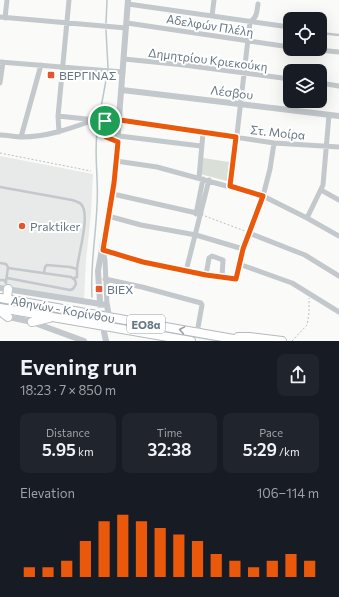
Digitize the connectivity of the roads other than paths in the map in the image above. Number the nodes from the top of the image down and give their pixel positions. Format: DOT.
graph roads {
  1 [pos="7,0"];
  2 [pos="69,0"];
  3 [pos="214,0"];
  4 [pos="128,2"];
  5 [pos="258,4"];
  6 [pos="212,16"];
  7 [pos="2,17"];
  8 [pos="67,22"];
  9 [pos="250,22"];
  10 [pos="127,26"];
  11 [pos="282,26"];
  12 [pos="327,34"];
  13 [pos="339,35"];
  14 [pos="249,41"];
  15 [pos="283,45"];
  16 [pos="327,51"];
  17 [pos="339,52"];
  18 [pos="124,59"];
  19 [pos="2,62"];
  20 [pos="41,65"];
  21 [pos="63,67"];
  22 [pos="123,72"];
  23 [pos="244,72"];
  24 [pos="283,78"];
  25 [pos="0,82"];
  26 [pos="327,84"];
  27 [pos="339,86"];
  28 [pos="122,90"];
  29 [pos="240,104"];
  30 [pos="330,115"];
  31 [pos="58,116"];
  32 [pos="339,116"];
  33 [pos="94,120"];
  34 [pos="120,120"];
  35 [pos="59,132"];
  36 [pos="203,133"];
  37 [pos="0,134"];
  38 [pos="21,137"];
  39 [pos="236,137"];
  40 [pos="118,139"];
  41 [pos="274,142"];
  42 [pos="202,146"];
  43 [pos="326,146"];
  44 [pos="339,147"];
  45 [pos="116,161"];
  46 [pos="201,178"];
  47 [pos="209,180"];
  48 [pos="230,186"];
  49 [pos="0,188"];
  50 [pos="321,190"];
  51 [pos="113,194"];
  52 [pos="263,196"];
  53 [pos="339,200"];
  54 [pos="198,214"];
  55 [pos="108,216"];
  56 [pos="307,218"];
  57 [pos="249,233"];
  58 [pos="196,235"];
  59 [pos="339,236"];
  60 [pos="243,249"];
  61 [pos="103,250"];
  62 [pos="0,262"];
  63 [pos="239,264"];
  64 [pos="8,268"];
  65 [pos="77,269"];
  66 [pos="186,271"];
  67 [pos="44,274"];
  68 [pos="206,275"];
  69 [pos="339,276"];
  70 [pos="222,277"];
  71 [pos="7,278"];
  72 [pos="74,278"];
  73 [pos="105,278"];
  74 [pos="0,280"];
  75 [pos="5,286"];
  76 [pos="3,298"];
  77 [pos="100,302"];
  78 [pos="107,305"];
  79 [pos="0,308"];
  80 [pos="0,311"];
  81 [pos="339,312"];
  82 [pos="4,317"];
  83 [pos="54,317"];
  84 [pos="109,317"];
  85 [pos="32,322"];
  86 [pos="104,332"];
  87 [pos="197,333"];
  88 [pos="221,337"];
  89 [pos="84,341"];
  90 [pos="106,341"];
  91 [pos="191,341"];
  92 [pos="245,341"];
  93 [pos="282,341"];
  1 -- 7 [label="street"];
  2 -- 8 [label="street"];
  3 -- 6 [label="street"];
  4 -- 6 [label="street"];
  4 -- 10 [label="street"];
  5 -- 9 [label="street"];
  6 -- 9 [label="street"];
  7 -- 8 [label="street, Αδελφών Πλέλη"];
  8 -- 10 [label="street, Αδελφών Πλέλη"];
  8 -- 21 [label="street"];
  9 -- 11 [label="street"];
  9 -- 14 [label="street"];
  10 -- 14 [label="street, Αδελφών Πλέλη"];
  10 -- 18 [label="street"];
  12 -- 13 [label="lane"];
  14 -- 15 [label="street, Αδελφών Πλέλη"];
  14 -- 23 [label="street"];
  16 -- 17 [label="street"];
  18 -- 22 [label="street"];
  18 -- 23 [label="street, Δημητρίου Κριεκούκη"];
  19 -- 20 [label="street"];
  19 -- 25 [label="street"];
  20 -- 21 [label="street"];
  20 -- 38 [label="street"];
  21 -- 22 [label="street"];
  21 -- 31 [label="street"];
  22 -- 28 [label="street"];
  23 -- 24 [label="street, Δημητρίου Κριεκούκη"];
  23 -- 29 [label="street"];
  26 -- 27 [label="street"];
  28 -- 29 [label="street, Λέσβου"];
  28 -- 34 [label="street"];
  29 -- 30 [label="street, Λέσβου"];
  29 -- 39 [label="street"];
  30 -- 32 [label="street, Λέσβου"];
  30 -- 43 [label="street"];
  31 -- 33 [label="street, Στ. Μοίρα"];
  31 -- 35 [label="street"];
  33 -- 34 [label="street, Στ. Μοίρα"];
  33 -- 35 [label="street"];
  34 -- 36 [label="street, Στ. Μοίρα"];
  34 -- 40 [label="street"];
  35 -- 38 [label="street"];
  36 -- 39 [label="street, Στ. Μοίρα"];
  36 -- 42 [label="street"];
  37 -- 38 [label="street"];
  39 -- 41 [label="street, Στ. Μοίρα"];
  39 -- 48 [label="street"];
  40 -- 42 [label="street"];
  40 -- 45 [label="street"];
  41 -- 43 [label="street, Στ. Μοίρα"];
  41 -- 52 [label="street"];
  42 -- 46 [label="street"];
  43 -- 44 [label="street, Στ. Μοίρα"];
  43 -- 50 [label="street"];
  45 -- 46 [label="street"];
  45 -- 51 [label="street"];
  46 -- 47 [label="street"];
  46 -- 54 [label="street"];
  47 -- 48 [label="street"];
  47 -- 54 [label="street"];
  48 -- 52 [label="street"];
  49 -- 65 [label="lane"];
  50 -- 53 [label="street"];
  50 -- 56 [label="street"];
  51 -- 54 [label="street"];
  51 -- 55 [label="street"];
  52 -- 56 [label="street"];
  52 -- 57 [label="street"];
  54 -- 58 [label="street"];
  55 -- 58 [label="street"];
  55 -- 61 [label="street"];
  56 -- 59 [label="street"];
  57 -- 60 [label="street"];
  57 -- 69 [label="street"];
  58 -- 60 [label="street"];
  58 -- 66 [label="street"];
  60 -- 63 [label="street"];
  61 -- 66 [label="street"];
  61 -- 73 [label="street"];
  61 -- 77 [label="street"];
  62 -- 64 [label="lane"];
  63 -- 70 [label="street"];
  63 -- 81 [label="street"];
  64 -- 67 [label="lane"];
  64 -- 71 [label="lane"];
  65 -- 67 [label="lane"];
  65 -- 72 [label="lane"];
  66 -- 68 [label="street"];
  67 -- 72 [label="lane"];
  68 -- 70 [label="street"];
  68 -- 70 [label="street"];
  71 -- 72 [label="lane"];
  71 -- 75 [label="lane"];
  73 -- 78 [label="street"];
  73 -- 87 [label="street"];
  74 -- 75 [label="lane"];
  75 -- 76 [label="highway"];
  75 -- 78 [label="street"];
  76 -- 84 [label="highway, Αθηνών - Κορίνθου / ΕΟ8α"];
  78 -- 84 [label="street"];
  79 -- 83 [label="highway, Αθηνών - Κορίνθου / ΕΟ8α"];
  80 -- 82 [label="highway"];
  82 -- 85 [label="street"];
  83 -- 85 [label="highway"];
  83 -- 91 [label="highway, Αθηνών - Κορίνθου / ΕΟ8α"];
  87 -- 84 [label="highway, Αθηνών - Κορίνθου / ΕΟ8α, one-way"];
  85 -- 89 [label="street"];
  86 -- 90 [label="street"];
  87 -- 88 [label="highway, Αθηνών - Κορίνθου / ΕΟ8α"];
  88 -- 92 [label="highway, Αθηνών - Κορίνθου / ΕΟ8α"];
  88 -- 93 [label="highway"];
}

....

● **Task item**:
Respond with a number only: how many lines in the material contain the string "Αθηνών"?

● **Result of this exercise**:
6